I think more to the point, he won't be assuming the DAC is perfect, but that it perfectly matches the DAC internal to the m-audio... The internal DAC's response has already been included in the cal file he's producing, but then he's removing it from the test setup...


----------



## brucek (Apr 11, 2006)

Yep................


----------



## Guest (Apr 3, 2008)

So I calibrated my soundcard using loopback and created cal file.Response is perfectly flat.

Now what I want to say is,that I have stereo system made of cd transport,external dac,preamp,active monitors and active sub.

When the soundcard is calibrated,I can do some sweeps now.Questions is,how.

As I said before,my dac has usb input and I can select my dac as an output device in REW and testing sweeps will not go trough maudio,but directly from pc to dac.I can select only one output device in pc,so maudio output is disabled and dac is enabled.
Test tones go to dac and maudio will receive response from my speakers through the mic.Thats the first option.
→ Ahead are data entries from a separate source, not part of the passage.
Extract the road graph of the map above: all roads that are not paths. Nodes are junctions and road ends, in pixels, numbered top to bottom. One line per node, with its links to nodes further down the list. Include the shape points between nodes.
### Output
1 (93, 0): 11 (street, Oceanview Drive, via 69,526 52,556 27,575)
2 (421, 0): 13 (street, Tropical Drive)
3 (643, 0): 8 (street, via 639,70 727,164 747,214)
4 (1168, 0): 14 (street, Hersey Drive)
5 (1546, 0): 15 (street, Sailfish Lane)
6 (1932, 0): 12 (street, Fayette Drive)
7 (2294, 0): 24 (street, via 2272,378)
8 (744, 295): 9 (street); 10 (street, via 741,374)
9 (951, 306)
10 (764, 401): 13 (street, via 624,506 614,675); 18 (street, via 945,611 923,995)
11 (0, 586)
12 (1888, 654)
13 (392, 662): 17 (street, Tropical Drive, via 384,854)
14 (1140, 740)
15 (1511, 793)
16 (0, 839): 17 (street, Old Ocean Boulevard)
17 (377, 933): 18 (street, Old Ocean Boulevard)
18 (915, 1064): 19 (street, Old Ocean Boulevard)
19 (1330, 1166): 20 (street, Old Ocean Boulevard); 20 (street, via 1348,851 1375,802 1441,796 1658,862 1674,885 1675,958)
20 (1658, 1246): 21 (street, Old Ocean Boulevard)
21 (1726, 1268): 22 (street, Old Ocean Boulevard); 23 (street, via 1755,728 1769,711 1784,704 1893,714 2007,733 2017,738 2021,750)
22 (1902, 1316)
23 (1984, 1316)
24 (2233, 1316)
Second.Output device will be maudio and I have to go from maudio to the preamp.But cd transport and dac wont be in my stereo chain.

Third.I can do cd with test tones and play those tones through cd transport.Than O dont know what should I setup for output device.Should I select maudio and use loopback?And I have to start meauserement simultaneously with meaeserement in REW.

Thanks


----------



## m-fine (Aug 4, 2007)

Follow the second one. Any error from the CD transport and DAC are NOT what you want to correct with EQ anyway. You are looking for room resonances and using EQ to pull them out. Besides, any error from the DAC ought to be smaller than your measurement accuracy if it is a half decent DAC.


----------



## brucek (Apr 11, 2006)

> Second.Output device will be maudio and I have to go from maudio to the preamp.But cd transport and dac wont be in my stereo chain.


Yeah, go with this method.......

brucek


----------